Brighton, MA: The Proper Slice
The crackle of the under crust was the thing that got me on my first visit to The Proper Slice. It formed its own perfect, distinct layer in the pizza crust topography. By the second slice, after the pie had sat on its aluminum podium for a wilt-able amount of time yet remained crisp, I was ready to place the fledgling pizzeria in the upper echelon. Finally, a thin crust, whole pie with a subcrust texture that is only achieved in these parts on a reheat. Ironically, it was the allure of that crunchy bottom veneer that that exposed this pizzeria's inconsistencies.
Round one I got the Sopressata and Hot Cherry Pepper pizza. The sopressata comes thinly sliced, as do the pickled cherry peppers. Good sopressata makes me have to watch my manners. It's all I can do to stop myself from peeling the porky cured meat straight from the slice. It was that kind of sopressata. And the vinegary peppers cut through the pork, tomatoes, and cheese with a spicy punch.

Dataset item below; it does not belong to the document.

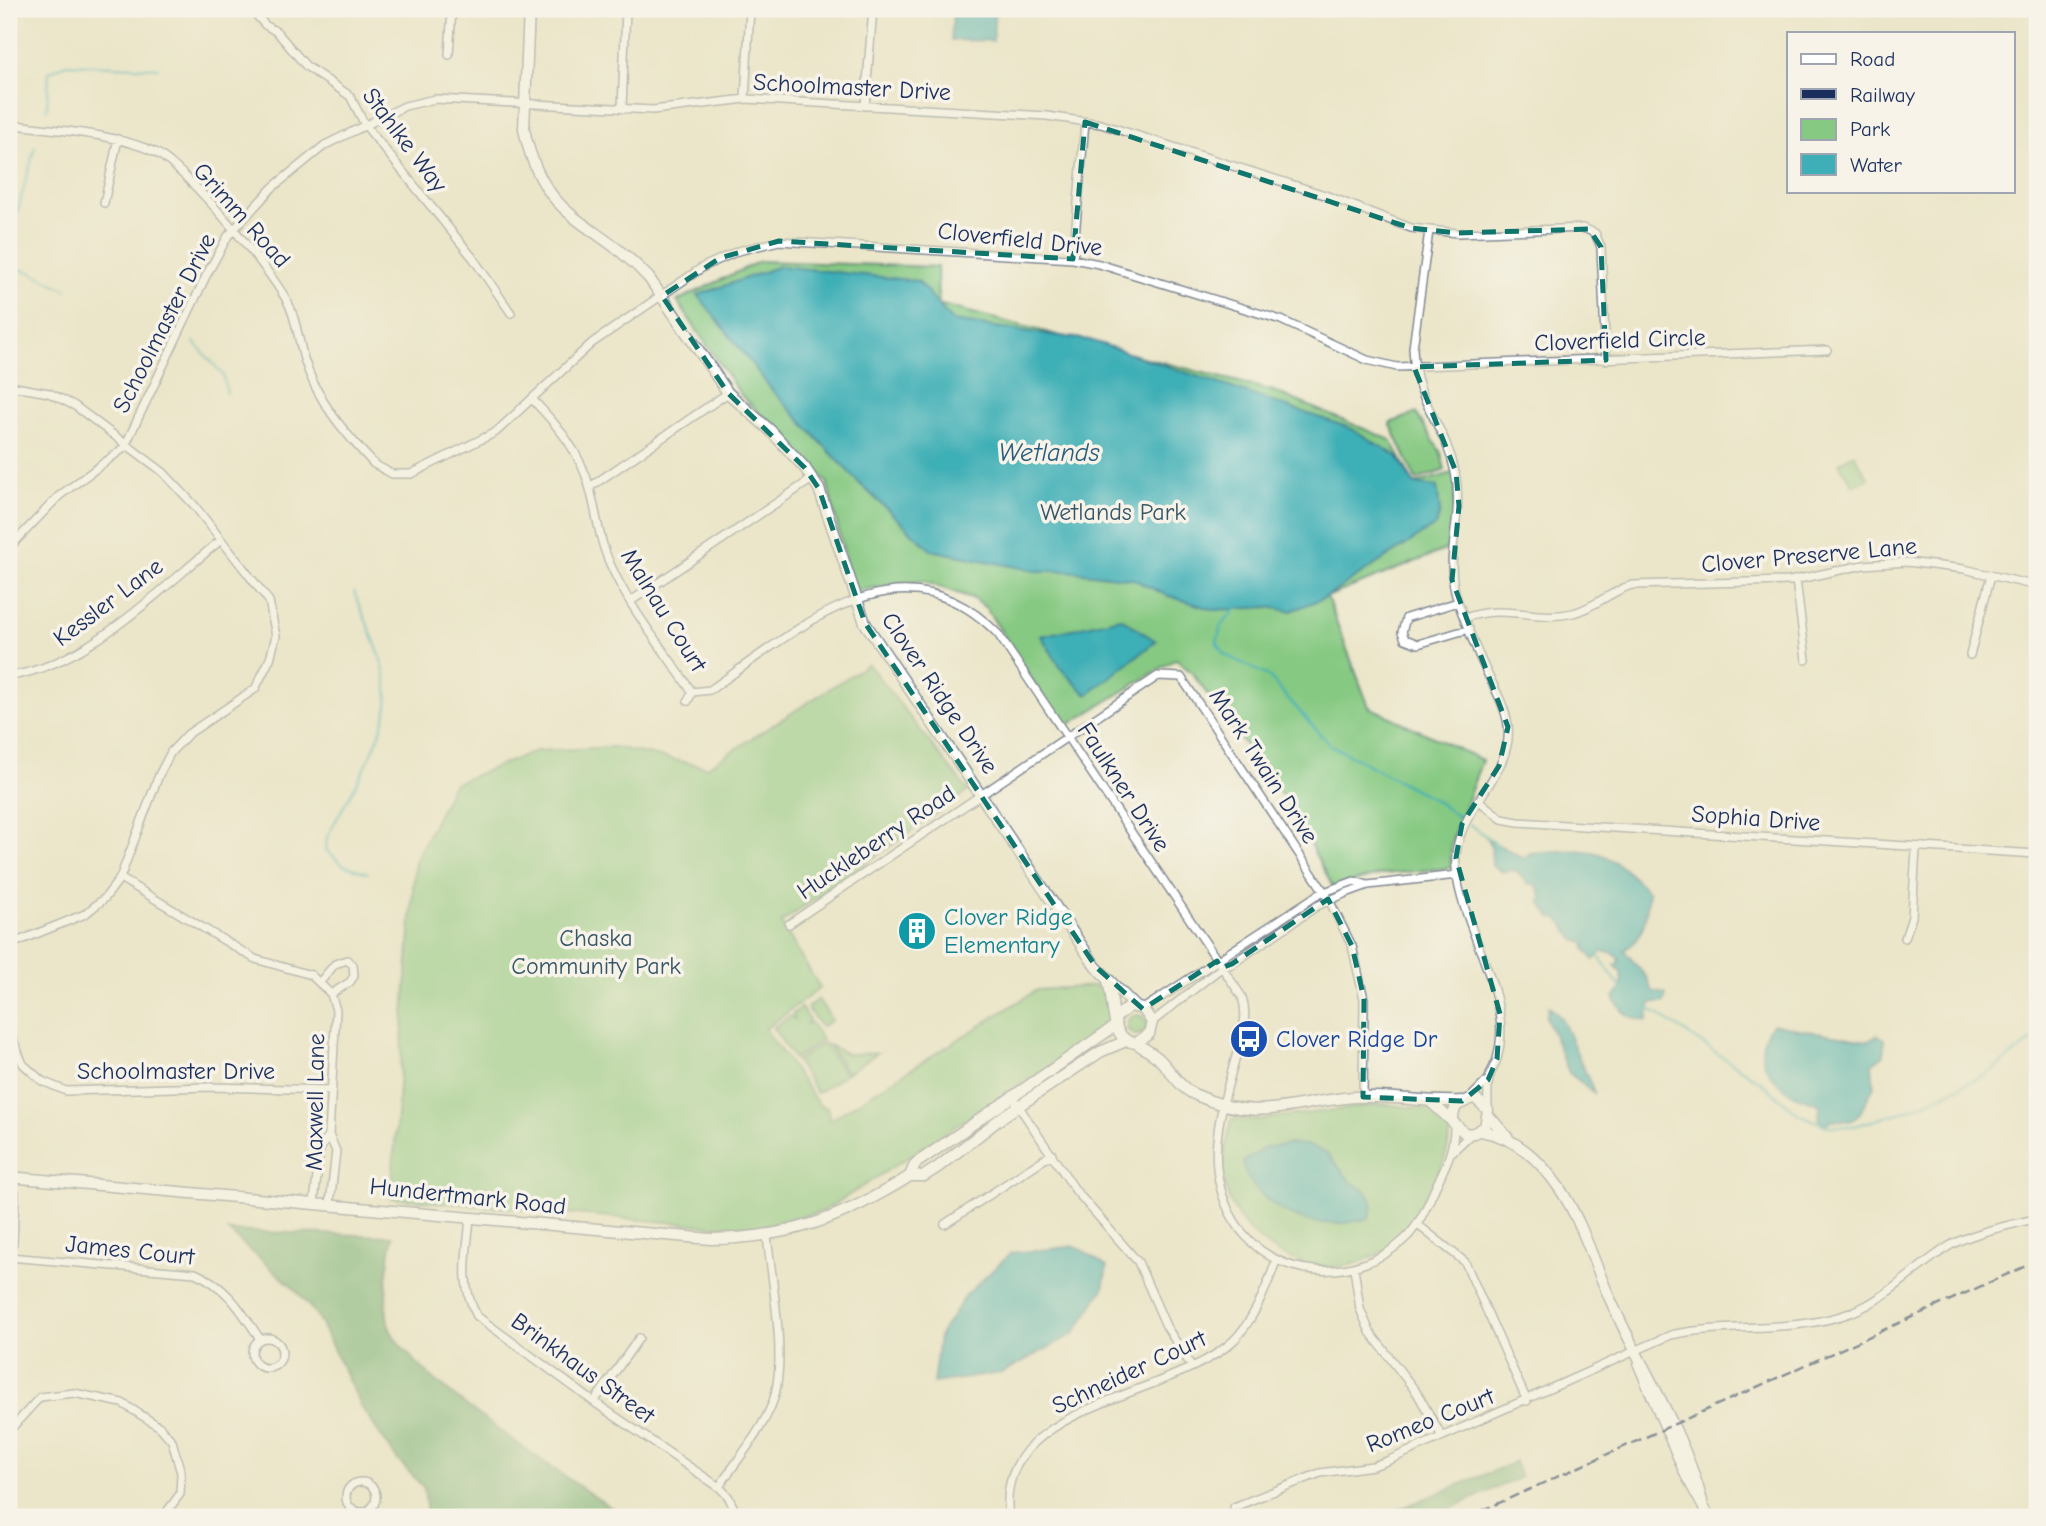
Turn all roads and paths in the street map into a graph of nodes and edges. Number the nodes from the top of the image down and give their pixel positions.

On this pie, the cheese was applied in moderation and each slice could be lifted from the whole and maintain a nice stiff line from crust to tip. The dough itself had just the right amount of salt and a faint wheat-y sweetness. Fresh tomato sauce contributed a bright acidity to balance out the other components, and my only complaint was that there wasn't a little more of it.

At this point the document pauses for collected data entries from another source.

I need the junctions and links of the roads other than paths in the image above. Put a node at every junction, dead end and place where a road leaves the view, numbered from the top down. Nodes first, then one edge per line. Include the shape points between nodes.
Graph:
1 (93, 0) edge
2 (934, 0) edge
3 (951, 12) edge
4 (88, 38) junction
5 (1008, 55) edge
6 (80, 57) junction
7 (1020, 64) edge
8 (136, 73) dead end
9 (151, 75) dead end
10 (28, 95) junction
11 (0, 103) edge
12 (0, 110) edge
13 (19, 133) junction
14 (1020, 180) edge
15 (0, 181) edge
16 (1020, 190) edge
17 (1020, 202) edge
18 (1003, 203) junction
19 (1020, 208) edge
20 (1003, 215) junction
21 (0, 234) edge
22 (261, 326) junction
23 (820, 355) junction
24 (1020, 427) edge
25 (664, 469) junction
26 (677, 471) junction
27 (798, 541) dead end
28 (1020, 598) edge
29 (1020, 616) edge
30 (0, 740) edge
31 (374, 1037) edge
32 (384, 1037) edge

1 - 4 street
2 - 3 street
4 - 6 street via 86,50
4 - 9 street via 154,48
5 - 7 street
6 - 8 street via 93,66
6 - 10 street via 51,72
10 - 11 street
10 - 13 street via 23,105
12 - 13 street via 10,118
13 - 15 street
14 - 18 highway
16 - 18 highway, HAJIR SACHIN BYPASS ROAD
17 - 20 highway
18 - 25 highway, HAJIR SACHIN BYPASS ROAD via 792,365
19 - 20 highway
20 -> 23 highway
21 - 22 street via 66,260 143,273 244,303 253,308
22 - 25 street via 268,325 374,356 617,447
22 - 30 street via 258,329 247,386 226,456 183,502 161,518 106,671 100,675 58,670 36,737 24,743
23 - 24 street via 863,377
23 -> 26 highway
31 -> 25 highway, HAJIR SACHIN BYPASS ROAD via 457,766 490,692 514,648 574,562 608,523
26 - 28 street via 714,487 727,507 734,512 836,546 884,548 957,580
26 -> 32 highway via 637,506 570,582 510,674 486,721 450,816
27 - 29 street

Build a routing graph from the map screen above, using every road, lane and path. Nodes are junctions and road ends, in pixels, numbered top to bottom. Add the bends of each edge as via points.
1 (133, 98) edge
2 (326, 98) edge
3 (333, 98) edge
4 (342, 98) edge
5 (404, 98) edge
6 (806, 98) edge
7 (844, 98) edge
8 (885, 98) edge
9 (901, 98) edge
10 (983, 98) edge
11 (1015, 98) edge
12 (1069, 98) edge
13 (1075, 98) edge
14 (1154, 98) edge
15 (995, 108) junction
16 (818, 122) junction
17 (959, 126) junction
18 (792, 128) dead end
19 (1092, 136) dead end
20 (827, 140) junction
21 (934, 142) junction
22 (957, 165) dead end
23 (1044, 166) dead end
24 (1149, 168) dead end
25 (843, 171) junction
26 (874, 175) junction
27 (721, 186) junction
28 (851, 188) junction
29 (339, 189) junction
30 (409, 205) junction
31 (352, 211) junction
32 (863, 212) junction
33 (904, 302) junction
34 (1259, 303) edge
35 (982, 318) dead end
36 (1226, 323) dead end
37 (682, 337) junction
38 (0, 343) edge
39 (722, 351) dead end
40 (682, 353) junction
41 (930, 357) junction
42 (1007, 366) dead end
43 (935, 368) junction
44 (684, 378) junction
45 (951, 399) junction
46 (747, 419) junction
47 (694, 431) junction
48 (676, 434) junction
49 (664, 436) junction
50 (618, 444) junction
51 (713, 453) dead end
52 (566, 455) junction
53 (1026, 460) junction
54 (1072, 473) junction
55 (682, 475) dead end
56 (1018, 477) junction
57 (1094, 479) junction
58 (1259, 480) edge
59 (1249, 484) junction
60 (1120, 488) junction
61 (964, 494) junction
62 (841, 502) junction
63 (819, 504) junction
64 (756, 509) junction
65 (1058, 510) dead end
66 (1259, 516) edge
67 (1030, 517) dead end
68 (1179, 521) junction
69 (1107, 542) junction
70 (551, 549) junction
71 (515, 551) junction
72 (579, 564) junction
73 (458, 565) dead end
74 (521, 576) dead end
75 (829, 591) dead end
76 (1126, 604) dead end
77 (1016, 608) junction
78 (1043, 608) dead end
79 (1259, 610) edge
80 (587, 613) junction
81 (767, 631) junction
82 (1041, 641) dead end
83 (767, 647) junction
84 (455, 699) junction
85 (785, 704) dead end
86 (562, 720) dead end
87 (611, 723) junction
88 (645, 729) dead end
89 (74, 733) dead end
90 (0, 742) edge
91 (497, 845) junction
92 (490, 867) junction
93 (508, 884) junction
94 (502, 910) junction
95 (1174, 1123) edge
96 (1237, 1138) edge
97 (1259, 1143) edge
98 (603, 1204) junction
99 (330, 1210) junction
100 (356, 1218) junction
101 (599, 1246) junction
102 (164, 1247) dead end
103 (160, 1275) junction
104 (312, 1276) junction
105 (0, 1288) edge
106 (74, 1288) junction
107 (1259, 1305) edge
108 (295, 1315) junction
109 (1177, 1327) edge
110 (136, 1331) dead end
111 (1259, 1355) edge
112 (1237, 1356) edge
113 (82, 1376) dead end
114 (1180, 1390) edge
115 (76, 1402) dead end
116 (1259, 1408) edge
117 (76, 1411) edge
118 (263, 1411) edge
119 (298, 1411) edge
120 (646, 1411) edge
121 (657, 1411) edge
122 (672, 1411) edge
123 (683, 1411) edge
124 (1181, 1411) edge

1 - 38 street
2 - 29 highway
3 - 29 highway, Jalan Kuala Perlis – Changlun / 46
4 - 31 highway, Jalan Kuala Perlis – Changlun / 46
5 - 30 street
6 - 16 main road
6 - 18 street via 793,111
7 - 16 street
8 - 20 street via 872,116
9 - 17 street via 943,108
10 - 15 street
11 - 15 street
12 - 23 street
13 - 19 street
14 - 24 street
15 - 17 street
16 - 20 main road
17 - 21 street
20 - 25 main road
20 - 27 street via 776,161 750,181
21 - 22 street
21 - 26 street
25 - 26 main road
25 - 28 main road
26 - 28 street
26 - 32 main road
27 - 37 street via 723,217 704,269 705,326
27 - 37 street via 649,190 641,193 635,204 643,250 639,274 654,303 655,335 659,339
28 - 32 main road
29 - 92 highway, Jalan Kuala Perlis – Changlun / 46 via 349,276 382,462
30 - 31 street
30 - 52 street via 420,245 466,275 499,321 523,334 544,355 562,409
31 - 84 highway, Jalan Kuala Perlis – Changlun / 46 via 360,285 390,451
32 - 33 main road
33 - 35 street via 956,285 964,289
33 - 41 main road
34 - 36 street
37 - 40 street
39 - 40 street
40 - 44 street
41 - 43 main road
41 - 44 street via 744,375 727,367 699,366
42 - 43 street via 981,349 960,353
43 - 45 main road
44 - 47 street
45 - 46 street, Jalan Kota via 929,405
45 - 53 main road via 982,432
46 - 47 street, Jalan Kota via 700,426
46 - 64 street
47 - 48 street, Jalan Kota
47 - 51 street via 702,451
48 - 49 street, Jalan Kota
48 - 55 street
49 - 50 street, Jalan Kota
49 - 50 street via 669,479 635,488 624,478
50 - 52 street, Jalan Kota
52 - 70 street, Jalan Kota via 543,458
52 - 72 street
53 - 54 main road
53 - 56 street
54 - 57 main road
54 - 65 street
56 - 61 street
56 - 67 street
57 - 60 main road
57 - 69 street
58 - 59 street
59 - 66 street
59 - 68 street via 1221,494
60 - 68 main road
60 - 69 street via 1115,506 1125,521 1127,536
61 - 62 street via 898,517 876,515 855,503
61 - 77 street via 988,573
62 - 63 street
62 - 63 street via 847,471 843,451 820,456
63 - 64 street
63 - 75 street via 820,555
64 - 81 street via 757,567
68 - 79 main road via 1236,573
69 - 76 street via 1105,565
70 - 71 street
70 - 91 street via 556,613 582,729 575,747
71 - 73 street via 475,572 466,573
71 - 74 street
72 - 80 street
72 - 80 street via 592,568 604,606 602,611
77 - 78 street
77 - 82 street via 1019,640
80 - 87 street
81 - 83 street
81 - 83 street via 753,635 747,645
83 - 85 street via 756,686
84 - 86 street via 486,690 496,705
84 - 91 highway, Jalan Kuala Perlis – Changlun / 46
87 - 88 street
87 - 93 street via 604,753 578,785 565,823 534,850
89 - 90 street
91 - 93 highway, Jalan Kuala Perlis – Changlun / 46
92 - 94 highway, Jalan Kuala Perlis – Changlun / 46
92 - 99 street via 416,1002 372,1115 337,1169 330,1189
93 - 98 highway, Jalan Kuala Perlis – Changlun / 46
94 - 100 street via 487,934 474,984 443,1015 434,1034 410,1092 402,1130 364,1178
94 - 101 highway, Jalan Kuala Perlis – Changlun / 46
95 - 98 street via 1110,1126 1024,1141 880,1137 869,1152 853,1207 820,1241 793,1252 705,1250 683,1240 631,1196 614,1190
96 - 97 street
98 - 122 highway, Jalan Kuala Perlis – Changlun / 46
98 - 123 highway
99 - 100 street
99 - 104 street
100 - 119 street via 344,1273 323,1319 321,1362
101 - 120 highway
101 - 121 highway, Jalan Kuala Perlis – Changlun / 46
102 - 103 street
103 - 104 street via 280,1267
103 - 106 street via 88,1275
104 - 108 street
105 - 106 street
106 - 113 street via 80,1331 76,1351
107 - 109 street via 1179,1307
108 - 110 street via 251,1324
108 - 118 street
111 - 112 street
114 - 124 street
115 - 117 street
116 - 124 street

Plotting and planning for the return trip, I counted myself lucky and The Proper Slice menu makers geniuses. Torn between the plain cheese, Che-Chi's Italian Sausage (sweet Italian sausage, roasted red peppers, onions, and mozzarella), the Proper Hawaiian (mozzarella, prosciutto, Romano, and pineapple), and another Sopressata and Hot Cherry Pepper, I was relieved of making a choice by the Proper 4-Way Sampler. The extra $4 expense to have them create one whole pie 4 different ways seemed worth the agony and second-guessing.
During my first visit, I was so deep into the under crust romance that I was willing to overlook the irregular bits of cornmeal that littered the bottom of the pie. But once the first tip sagged, the coarse shards of meal came into sharp focus. About half of the crust cling-ons were black and acrid—gritty cast offs from a previous pie's trip to the gas deck ovens.
Of the varieties that made up this 4-way pie, the Sopressata remained the heavy favorite. However, cheese overkill really crippled this pie. It's too bad because the elements are all good, in the right proportion. In keeping with the first experience, this pie was also light on the sauce.
The use of prosciutto on the Hawaiian held a lot of promise, but the pineapple chunks should've been on par with the meat. Canned and poorly drained fruit made this version a victim of the typical Hawaiian pitfalls. And I was oh so hopeful for Che-Chi's Sausage, but it turns out there isn't an employee at The Proper Slice making his special family recipe. It's is procured locally from a Fenway stationed sausage cart, but the fennel-less ballpark links served whole on a bun don't maintain the same juicy interior when sliced and placed on a pie. A courser grind or crumble might salvage these sausages, though a fennel-packed version would add more to the overall flavor.
I would still tell you to go, but the recommendation comes with the caveats that often accompany a place that is still getting its feet on the ground. It might be worth specifying that they go easy on the cheese. Without the weight of all that dairy, you might just land yourself a pie with a bottom that can support it's own weight. There is evidence that The Proper Slice can live up to its name with a few tweaks.